Moody’s has downgraded China’s sovereign credit rating to negative, citing growing growth risks and a property sector crisis in the world’s second-largest economy. The downgrade follows a month-long lower of the US’s triple-A credit rating, indicating a growing likelihood of default over the past year. The AUD/USD pair was up 0.01% at 0.6554 at the time of press. Significant risks to the world’s second-biggest economy, have been cited including the costs of controlling the country’s property crisis and rescuing local governments and state-owned businesses.
Less than a month after it had downgraded the United States’ final triple-A grade from a credit rating agency, the agency now reduced the outlook on China’s A1 debt rating to “negative” from “stable.” In the past, when a negative rating outlook is assigned to an issuer, roughly one-third of the issuers are downgraded within 18 months.
Given that indebted state companies and local governments represent “widespread downside risks to China’s fiscal, economic, and institutional strength,” Beijing probably needs to give them more assistance.
Increased risks associated with structurally and persistently slower medium-term economic growth and the continuous shrinkage of the real estate industry were also mentioned by Moody’s. The Finance Ministry of China expressed disappointment over the decision, stating that the property crisis and local government debt concerns were manageable and that the economy would recover.
Blue-chip stocks slumped nearly 2% to near five-year lows on growth worries, with some traders also citing speculation about Moody’s statement before its release.

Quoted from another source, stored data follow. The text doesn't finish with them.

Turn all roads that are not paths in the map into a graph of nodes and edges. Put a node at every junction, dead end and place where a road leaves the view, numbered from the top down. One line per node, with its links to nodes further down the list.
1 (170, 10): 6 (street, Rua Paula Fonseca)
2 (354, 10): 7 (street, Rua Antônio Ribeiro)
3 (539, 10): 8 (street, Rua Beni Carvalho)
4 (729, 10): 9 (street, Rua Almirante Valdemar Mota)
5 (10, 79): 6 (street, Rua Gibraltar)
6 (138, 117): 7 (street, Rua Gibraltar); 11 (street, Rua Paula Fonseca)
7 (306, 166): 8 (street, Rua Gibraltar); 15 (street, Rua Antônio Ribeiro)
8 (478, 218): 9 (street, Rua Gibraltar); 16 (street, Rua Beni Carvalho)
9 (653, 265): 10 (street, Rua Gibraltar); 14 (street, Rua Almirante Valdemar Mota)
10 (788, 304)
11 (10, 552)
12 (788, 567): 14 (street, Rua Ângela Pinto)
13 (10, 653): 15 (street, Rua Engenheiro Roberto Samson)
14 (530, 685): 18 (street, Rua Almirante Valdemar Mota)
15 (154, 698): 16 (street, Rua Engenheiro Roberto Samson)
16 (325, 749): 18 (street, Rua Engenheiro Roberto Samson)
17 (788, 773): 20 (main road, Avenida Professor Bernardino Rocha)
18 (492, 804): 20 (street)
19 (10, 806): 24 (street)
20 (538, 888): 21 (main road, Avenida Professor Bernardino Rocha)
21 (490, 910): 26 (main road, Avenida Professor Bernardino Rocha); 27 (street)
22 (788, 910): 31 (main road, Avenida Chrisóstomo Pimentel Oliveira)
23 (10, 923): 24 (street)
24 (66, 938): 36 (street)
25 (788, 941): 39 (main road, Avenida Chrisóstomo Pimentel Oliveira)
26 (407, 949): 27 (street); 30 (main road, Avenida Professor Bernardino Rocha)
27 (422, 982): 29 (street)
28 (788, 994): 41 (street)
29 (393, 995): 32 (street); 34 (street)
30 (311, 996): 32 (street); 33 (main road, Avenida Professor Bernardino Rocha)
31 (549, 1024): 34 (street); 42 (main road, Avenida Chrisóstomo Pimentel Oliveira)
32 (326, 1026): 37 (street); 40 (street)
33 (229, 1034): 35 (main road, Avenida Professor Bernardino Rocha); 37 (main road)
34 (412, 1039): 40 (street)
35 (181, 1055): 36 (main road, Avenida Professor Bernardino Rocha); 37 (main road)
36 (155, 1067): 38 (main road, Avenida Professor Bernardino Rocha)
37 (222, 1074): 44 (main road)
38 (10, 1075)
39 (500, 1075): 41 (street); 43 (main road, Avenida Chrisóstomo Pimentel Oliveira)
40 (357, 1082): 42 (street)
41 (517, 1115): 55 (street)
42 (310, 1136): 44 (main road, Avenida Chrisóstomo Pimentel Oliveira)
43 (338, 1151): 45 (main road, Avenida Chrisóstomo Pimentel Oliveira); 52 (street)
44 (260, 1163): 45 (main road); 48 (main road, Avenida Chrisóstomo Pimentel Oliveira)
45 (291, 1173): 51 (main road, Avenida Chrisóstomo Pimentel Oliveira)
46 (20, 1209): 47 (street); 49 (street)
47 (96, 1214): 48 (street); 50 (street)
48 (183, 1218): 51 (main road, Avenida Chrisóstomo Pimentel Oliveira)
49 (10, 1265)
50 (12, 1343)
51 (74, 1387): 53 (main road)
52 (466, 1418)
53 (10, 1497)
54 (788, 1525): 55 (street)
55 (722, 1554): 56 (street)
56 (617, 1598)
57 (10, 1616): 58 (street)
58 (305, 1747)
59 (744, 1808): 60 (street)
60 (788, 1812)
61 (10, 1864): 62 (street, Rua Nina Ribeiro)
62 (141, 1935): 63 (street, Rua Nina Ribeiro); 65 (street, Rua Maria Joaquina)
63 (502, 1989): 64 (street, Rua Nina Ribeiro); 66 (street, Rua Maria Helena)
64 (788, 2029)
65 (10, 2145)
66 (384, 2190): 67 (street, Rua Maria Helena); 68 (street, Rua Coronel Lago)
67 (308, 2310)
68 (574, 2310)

China’s major state-owned banks, which had been supporting the yuan currency all day, stepped selling of U.S. dollars on the news. The cost of insuring China’s sovereign debt against a default rose to its highest since mid-November, while the U.S.-listed shares of heavyweight Chinese firms Alibaba and JD.com dropped 1% and 2%, respectively.
For now, markets are more concerned with the property crisis and weak growth, rather than the immediate sovereign debt risk.
Moody’s affirmed the A1 rating on Tuesday, noting that the economy still had a high shock-absorption capacity. It estimated China’s economic growth would slow to 4.0% in 2024 and 2025, and average 3.8% from 2026 to 2030.
S&P Global said later in a long-scheduled global outlook call that its big concern was that “spillovers” from any worsening in the property crisis could push China’s gross domestic product growth “below 3%” next year.